Karena itu, sebagian kebutuhan beras biofortifit akan didatangkan dari luar daerah untuk memenuhi jumlah yang diperlukan dalam program bantuan pangan tersebut.
Menurutnya, produksi dari lahan percontohan tahun ini hanya mencapai sekitar 12 ton akibat kendala kemarau dan keterbatasan ketersediaan air.
“Kalau kondisinya normal, prediksi kita satu hektare itu enam ton.
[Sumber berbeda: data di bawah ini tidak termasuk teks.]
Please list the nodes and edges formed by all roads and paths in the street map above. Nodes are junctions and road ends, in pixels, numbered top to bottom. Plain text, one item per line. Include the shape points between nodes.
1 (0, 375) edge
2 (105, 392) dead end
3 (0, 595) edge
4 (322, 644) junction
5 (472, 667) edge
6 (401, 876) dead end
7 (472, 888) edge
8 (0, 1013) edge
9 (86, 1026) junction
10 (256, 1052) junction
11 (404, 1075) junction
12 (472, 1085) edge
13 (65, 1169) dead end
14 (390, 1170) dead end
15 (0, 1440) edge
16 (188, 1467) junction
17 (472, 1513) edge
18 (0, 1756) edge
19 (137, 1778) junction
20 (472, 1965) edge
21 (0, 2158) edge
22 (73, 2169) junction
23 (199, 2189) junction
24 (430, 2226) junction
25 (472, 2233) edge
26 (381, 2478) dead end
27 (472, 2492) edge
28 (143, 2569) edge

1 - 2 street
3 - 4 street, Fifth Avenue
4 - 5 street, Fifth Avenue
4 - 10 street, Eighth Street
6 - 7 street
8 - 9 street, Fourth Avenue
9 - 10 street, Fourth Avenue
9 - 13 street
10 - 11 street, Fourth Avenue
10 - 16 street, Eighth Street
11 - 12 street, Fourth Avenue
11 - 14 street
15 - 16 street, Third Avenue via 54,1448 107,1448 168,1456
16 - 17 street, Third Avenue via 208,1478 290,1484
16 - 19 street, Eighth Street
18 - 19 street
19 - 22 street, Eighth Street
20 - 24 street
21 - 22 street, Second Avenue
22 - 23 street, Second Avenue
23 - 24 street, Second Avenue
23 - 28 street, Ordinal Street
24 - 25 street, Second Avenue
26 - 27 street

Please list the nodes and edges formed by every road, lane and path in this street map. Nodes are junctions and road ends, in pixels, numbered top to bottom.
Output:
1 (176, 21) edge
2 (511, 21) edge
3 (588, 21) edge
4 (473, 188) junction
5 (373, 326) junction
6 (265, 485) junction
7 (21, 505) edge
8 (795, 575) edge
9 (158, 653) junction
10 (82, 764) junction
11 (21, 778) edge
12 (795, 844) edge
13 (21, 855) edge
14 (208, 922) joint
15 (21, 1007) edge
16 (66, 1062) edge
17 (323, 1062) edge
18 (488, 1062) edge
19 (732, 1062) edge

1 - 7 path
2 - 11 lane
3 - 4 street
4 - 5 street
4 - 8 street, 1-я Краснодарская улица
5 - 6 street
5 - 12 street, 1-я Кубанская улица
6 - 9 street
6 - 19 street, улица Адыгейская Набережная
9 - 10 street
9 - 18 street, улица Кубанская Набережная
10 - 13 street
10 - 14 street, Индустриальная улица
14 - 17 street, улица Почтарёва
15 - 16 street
Berarti lima hektare seharusnya dapat 30 ton, tetapi kemarin cuma dapat 40 persen atau sekitar 12 ton,” ujarnya.
Beras yang berhasil diserap selanjutnya akan dikemas menggunakan kemasan khusus dengan logo Pemerintah Kabupaten Nabire sebelum disalurkan kepada masyarakat penerima manfaat.
Bantuan Sasar 122 Anak di 15 Distrik
Program bantuan beras biofortifit tersebut akan diarahkan untuk mendukung intervensi terhadap 122 anak yang masuk dalam lokus stunting di 15 distrik berdasarkan data Dinas Kesehatan Kabupaten Nabire.
Penyaluran bantuan dilakukan secara bertahap dengan alokasi sebanyak 10 kilogram beras per penerima manfaat setiap bulan.
Selain diberikan kepada anak yang masuk dalam lokus stunting, bantuan tersebut juga akan dimanfaatkan untuk mendukung intervensi gizi melalui Posyandu yang berada di wilayah lokus stunting.
Program tersebut turut menyasar kebutuhan gizi bagi ibu hamil dan ibu menyusui sebagai bagian dari upaya pemerintah memperkuat intervensi pencegahan dan penanganan stunting.
Gunakan Beras Merah Inpari Arumba
Beras biofortifit yang dikembangkan Pemerintah Kabupaten Nabire menggunakan varietas Inpari Arumba.
Jenis beras merah tersebut memiliki kandungan gizi dan antioksidan serta kadar gula yang rendah sehingga dinilai sesuai untuk mendukung pemenuhan kebutuhan pangan bergizi bagi masyarakat.
Penggunaan hasil produksi lokal juga diharapkan dapat memberikan manfaat tambahan bagi petani sekaligus memperkuat keterkaitan antara program ketahanan pangan dan peningkatan kualitas konsumsi masyarakat.
Panen Perdana Digelar di Bumi Raya
Sebelumnya, Pemerintah Kabupaten Nabire melaksanakan panen perdana padi biofortifit Inpari Arumba pada 29 Juli 2026.
Panen dilakukan dari lahan demplot seluas lima hektare yang berada di Kampung Bumi Raya, Distrik Nabire Barat.
Pengembangan padi biofortifit tersebut menjadi bagian dari upaya Pemerintah Kabupaten Nabire memperkuat ketahanan pangan daerah sekaligus meningkatkan kualitas konsumsi pangan masyarakat.
Melalui program tersebut, pemerintah daerah berharap produksi pangan bergizi dapat terus dikembangkan sehingga mampu mendukung kebutuhan masyarakat sekaligus menjadi bagian dari strategi penanganan stunting di Kabupaten Nabire.